- **Your task**
In the records that come next, find every line with "roads". Return those lines.

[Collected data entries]
----

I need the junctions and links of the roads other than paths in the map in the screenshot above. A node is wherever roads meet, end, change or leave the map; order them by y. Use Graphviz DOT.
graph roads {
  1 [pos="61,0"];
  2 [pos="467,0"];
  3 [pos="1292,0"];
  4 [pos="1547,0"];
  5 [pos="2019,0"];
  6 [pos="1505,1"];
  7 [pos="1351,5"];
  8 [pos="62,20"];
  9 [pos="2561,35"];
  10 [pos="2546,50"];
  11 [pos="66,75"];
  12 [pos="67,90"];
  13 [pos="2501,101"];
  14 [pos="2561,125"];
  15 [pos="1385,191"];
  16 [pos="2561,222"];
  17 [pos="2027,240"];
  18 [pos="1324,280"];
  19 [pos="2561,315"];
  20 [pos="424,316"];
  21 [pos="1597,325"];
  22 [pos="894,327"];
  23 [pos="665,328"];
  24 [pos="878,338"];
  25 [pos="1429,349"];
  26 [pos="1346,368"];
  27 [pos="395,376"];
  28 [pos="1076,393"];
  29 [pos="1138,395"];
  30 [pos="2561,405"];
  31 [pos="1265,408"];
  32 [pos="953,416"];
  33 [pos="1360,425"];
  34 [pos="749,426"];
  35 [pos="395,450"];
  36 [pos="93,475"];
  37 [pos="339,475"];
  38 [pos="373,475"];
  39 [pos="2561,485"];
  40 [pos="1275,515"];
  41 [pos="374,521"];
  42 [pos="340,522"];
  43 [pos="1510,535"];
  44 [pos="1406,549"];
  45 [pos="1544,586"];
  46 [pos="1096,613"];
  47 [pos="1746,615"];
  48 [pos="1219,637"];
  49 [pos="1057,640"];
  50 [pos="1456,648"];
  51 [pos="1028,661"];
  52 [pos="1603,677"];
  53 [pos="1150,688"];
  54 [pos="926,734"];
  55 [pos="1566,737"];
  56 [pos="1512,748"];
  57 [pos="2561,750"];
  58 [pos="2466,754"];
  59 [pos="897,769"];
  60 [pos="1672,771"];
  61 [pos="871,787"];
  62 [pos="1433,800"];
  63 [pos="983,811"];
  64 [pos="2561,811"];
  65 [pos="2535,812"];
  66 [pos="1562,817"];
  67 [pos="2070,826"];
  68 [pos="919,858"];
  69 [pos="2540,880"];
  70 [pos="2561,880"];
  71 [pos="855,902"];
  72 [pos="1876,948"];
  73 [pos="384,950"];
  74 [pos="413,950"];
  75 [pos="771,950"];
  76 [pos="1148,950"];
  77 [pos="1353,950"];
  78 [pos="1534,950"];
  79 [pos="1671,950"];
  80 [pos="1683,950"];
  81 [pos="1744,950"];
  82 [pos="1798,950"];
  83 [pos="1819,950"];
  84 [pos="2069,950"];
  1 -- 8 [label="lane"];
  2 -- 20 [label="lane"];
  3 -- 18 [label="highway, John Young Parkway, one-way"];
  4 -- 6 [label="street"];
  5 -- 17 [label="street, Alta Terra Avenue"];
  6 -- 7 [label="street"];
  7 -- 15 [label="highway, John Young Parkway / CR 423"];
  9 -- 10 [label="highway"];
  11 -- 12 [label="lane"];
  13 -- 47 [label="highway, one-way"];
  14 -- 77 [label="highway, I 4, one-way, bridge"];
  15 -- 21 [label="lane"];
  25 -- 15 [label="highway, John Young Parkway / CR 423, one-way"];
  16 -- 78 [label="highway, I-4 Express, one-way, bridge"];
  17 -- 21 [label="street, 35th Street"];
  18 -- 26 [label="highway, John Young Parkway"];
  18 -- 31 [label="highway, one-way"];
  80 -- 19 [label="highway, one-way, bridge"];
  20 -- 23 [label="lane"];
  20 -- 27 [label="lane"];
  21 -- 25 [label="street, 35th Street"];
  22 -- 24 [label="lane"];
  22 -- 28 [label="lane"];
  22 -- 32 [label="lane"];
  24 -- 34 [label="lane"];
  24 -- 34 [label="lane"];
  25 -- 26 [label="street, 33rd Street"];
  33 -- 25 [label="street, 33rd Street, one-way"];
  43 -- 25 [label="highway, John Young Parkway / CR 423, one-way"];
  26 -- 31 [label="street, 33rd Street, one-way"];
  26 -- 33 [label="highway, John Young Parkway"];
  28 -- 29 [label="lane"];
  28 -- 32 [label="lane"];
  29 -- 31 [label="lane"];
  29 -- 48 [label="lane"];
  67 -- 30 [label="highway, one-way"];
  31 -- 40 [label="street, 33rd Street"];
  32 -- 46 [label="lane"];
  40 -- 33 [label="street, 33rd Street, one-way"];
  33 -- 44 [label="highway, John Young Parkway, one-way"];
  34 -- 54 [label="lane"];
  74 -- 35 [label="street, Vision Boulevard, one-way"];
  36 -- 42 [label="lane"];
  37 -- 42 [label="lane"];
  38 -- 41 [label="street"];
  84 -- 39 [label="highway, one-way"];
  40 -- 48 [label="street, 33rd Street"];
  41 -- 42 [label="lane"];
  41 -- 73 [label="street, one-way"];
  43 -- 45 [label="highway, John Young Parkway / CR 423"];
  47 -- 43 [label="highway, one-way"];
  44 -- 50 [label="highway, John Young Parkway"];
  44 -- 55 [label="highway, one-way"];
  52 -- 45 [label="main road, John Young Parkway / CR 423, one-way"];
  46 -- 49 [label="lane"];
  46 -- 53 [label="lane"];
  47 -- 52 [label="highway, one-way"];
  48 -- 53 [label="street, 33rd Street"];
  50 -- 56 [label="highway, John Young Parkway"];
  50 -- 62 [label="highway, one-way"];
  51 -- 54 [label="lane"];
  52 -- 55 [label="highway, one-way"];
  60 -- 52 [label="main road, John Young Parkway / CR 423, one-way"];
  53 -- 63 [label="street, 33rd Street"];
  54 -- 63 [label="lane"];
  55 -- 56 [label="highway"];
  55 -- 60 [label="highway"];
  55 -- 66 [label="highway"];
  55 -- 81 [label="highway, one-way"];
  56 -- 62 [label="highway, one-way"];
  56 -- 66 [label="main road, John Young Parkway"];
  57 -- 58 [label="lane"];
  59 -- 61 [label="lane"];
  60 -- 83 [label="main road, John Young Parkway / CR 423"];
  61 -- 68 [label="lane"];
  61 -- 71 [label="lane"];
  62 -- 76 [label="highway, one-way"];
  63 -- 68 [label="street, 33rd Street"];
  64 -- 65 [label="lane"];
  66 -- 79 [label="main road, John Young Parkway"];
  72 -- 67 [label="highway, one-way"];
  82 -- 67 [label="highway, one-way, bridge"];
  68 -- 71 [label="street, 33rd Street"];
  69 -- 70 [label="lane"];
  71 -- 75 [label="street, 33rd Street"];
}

----

- **Solution for this task**
I need the junctions and links of the roads other than paths in the map in the screenshot above. A node is wherever roads meet, end, change or leave the map; order them by y. Use Graphviz DOT.
graph roads {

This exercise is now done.